## PROBLEM DETAILS
From the first line to the last, repeat the records exactly and skip the pictures.

## INFORMATION PROVIDED
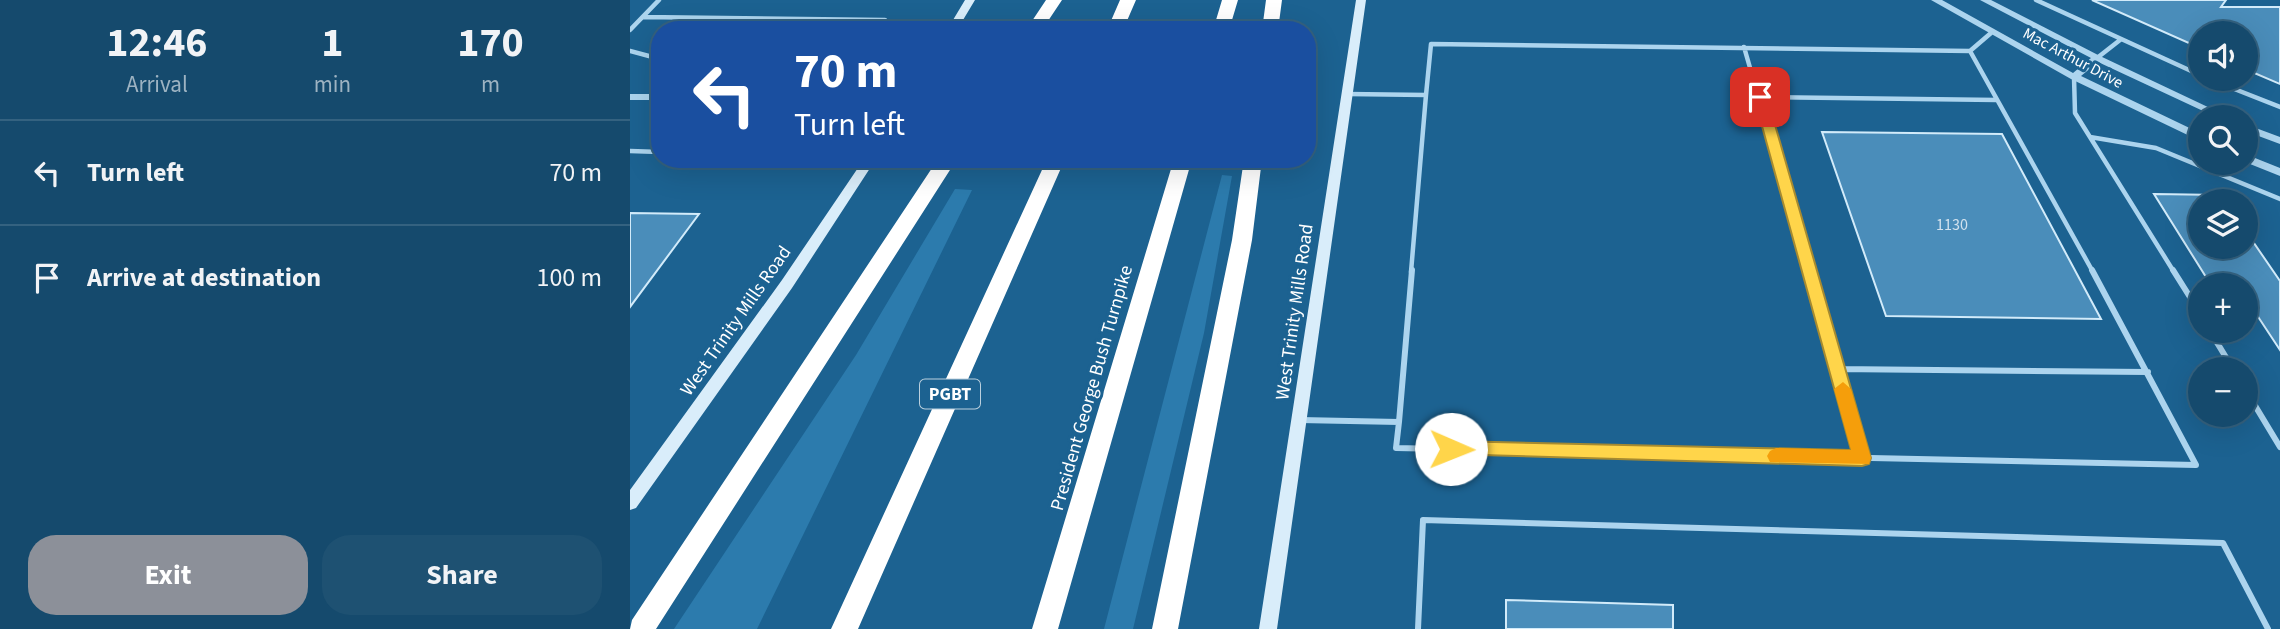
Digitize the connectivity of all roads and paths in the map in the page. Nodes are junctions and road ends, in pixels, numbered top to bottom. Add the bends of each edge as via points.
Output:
1 (659, 0) edge
2 (971, 0) edge
3 (1054, 0) edge
4 (1128, 0) edge
5 (1230, 0) edge
6 (1274, 0) edge
7 (1361, 0) edge
8 (1935, 0) edge
9 (1984, 0) edge
10 (2036, 0) edge
11 (643, 17) junction
12 (884, 21) edge
13 (958, 21) edge
14 (1040, 21) edge
15 (1119, 21) edge
16 (1224, 21) edge
17 (1271, 21) edge
18 (630, 30) edge
19 (1991, 33) junction
20 (2120, 40) junction
21 (1744, 47) junction
22 (630, 51) edge
23 (1970, 51) junction
24 (651, 57) edge
25 (2097, 58) junction
26 (2188, 70) edge
27 (2074, 77) junction
28 (2239, 91) edge
29 (1347, 94) junction
30 (1426, 95) junction
31 (630, 97) edge
32 (651, 97) edge
33 (1760, 97) junction
34 (1997, 100) junction
35 (2198, 105) edge
36 (2280, 107) edge
37 (2188, 131) edge
38 (2258, 132) edge
39 (2090, 137) junction
40 (2280, 141) edge
41 (630, 151) edge
42 (651, 152) edge
43 (2258, 163) edge
44 (864, 168) edge
45 (942, 168) edge
46 (1052, 168) edge
47 (1180, 168) edge
48 (1252, 168) edge
49 (2280, 172) edge
50 (2280, 199) edge
51 (2188, 294) edge
52 (1837, 369) junction
53 (2148, 372) junction
54 (2258, 411) edge
55 (1299, 420) junction
56 (1399, 422) junction
57 (2280, 447) edge
58 (1862, 458) junction
59 (630, 503) edge
60 (641, 629) edge
61 (844, 629) edge
62 (1045, 629) edge
63 (1165, 629) edge
64 (1268, 629) edge
65 (1418, 629) edge
66 (2268, 629) edge

1 - 11 lane
2 - 13 main road
3 - 14 highway
4 - 15 highway
5 - 16 highway
6 - 17 highway
7 - 29 main road, West Trinity Mills Road
8 - 19 street, Mac Arthur Drive
9 - 25 street, Mac Arthur Drive
10 - 20 lane
11 - 12 lane
11 - 18 lane
19 - 23 lane
19 - 27 street, Mac Arthur Drive
20 - 25 lane
20 - 26 lane
21 - 23 lane
21 - 30 lane via 1431,44
21 - 33 lane
22 - 24 lane
23 - 34 lane
25 - 27 street
25 - 35 street, Mac Arthur Drive
27 - 37 street, Mac Arthur Drive
27 - 39 lane via 2075,113
28 - 36 lane
29 - 30 lane
29 - 55 main road, West Trinity Mills Road
30 - 56 lane
31 - 32 street
33 - 34 lane
33 - 52 lane
34 - 53 lane
38 - 40 street
39 - 50 lane via 2156,148
39 - 51 lane
41 - 42 lane
43 - 49 street
44 - 59 main road, West Trinity Mills Road
45 - 60 highway
46 - 61 highway, PGBT
47 - 62 highway, President George Bush Turnpike
48 - 63 highway via 1242,240
52 - 53 lane
52 - 58 lane
53 - 58 lane via 2196,465
54 - 57 lane
55 - 56 lane
55 - 64 main road, West Trinity Mills Road
56 - 58 lane via 1396,447
65 - 66 lane via 1423,520 2223,543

## SOLVED EXERCISE
Digitize the connectivity of all roads and paths in the map in the page. Nodes are junctions and road ends, in pixels, numbered top to bottom. Add the bends of each edge as via points.
Output:
1 (659, 0) edge
2 (971, 0) edge
3 (1054, 0) edge
4 (1128, 0) edge
5 (1230, 0) edge
6 (1274, 0) edge
7 (1361, 0) edge
8 (1935, 0) edge
9 (1984, 0) edge
10 (2036, 0) edge
11 (643, 17) junction
12 (884, 21) edge
13 (958, 21) edge
14 (1040, 21) edge
15 (1119, 21) edge
16 (1224, 21) edge
17 (1271, 21) edge
18 (630, 30) edge
19 (1991, 33) junction
20 (2120, 40) junction
21 (1744, 47) junction
22 (630, 51) edge
23 (1970, 51) junction
24 (651, 57) edge
25 (2097, 58) junction
26 (2188, 70) edge
27 (2074, 77) junction
28 (2239, 91) edge
29 (1347, 94) junction
30 (1426, 95) junction
31 (630, 97) edge
32 (651, 97) edge
33 (1760, 97) junction
34 (1997, 100) junction
35 (2198, 105) edge
36 (2280, 107) edge
37 (2188, 131) edge
38 (2258, 132) edge
39 (2090, 137) junction
40 (2280, 141) edge
41 (630, 151) edge
42 (651, 152) edge
43 (2258, 163) edge
44 (864, 168) edge
45 (942, 168) edge
46 (1052, 168) edge
47 (1180, 168) edge
48 (1252, 168) edge
49 (2280, 172) edge
50 (2280, 199) edge
51 (2188, 294) edge
52 (1837, 369) junction
53 (2148, 372) junction
54 (2258, 411) edge
55 (1299, 420) junction
56 (1399, 422) junction
57 (2280, 447) edge
58 (1862, 458) junction
59 (630, 503) edge
60 (641, 629) edge
61 (844, 629) edge
62 (1045, 629) edge
63 (1165, 629) edge
64 (1268, 629) edge
65 (1418, 629) edge
66 (2268, 629) edge

1 - 11 lane
2 - 13 main road
3 - 14 highway
4 - 15 highway
5 - 16 highway
6 - 17 highway
7 - 29 main road, West Trinity Mills Road
8 - 19 street, Mac Arthur Drive
9 - 25 street, Mac Arthur Drive
10 - 20 lane
11 - 12 lane
11 - 18 lane
19 - 23 lane
19 - 27 street, Mac Arthur Drive
20 - 25 lane
20 - 26 lane
21 - 23 lane
21 - 30 lane via 1431,44
21 - 33 lane
22 - 24 lane
23 - 34 lane
25 - 27 street
25 - 35 street, Mac Arthur Drive
27 - 37 street, Mac Arthur Drive
27 - 39 lane via 2075,113
28 - 36 lane
29 - 30 lane
29 - 55 main road, West Trinity Mills Road
30 - 56 lane
31 - 32 street
33 - 34 lane
33 - 52 lane
34 - 53 lane
38 - 40 street
39 - 50 lane via 2156,148
39 - 51 lane
41 - 42 lane
43 - 49 street
44 - 59 main road, West Trinity Mills Road
45 - 60 highway
46 - 61 highway, PGBT
47 - 62 highway, President George Bush Turnpike
48 - 63 highway via 1242,240
52 - 53 lane
52 - 58 lane
53 - 58 lane via 2196,465
54 - 57 lane
55 - 56 lane
55 - 64 main road, West Trinity Mills Road
56 - 58 lane via 1396,447
65 - 66 lane via 1423,520 2223,543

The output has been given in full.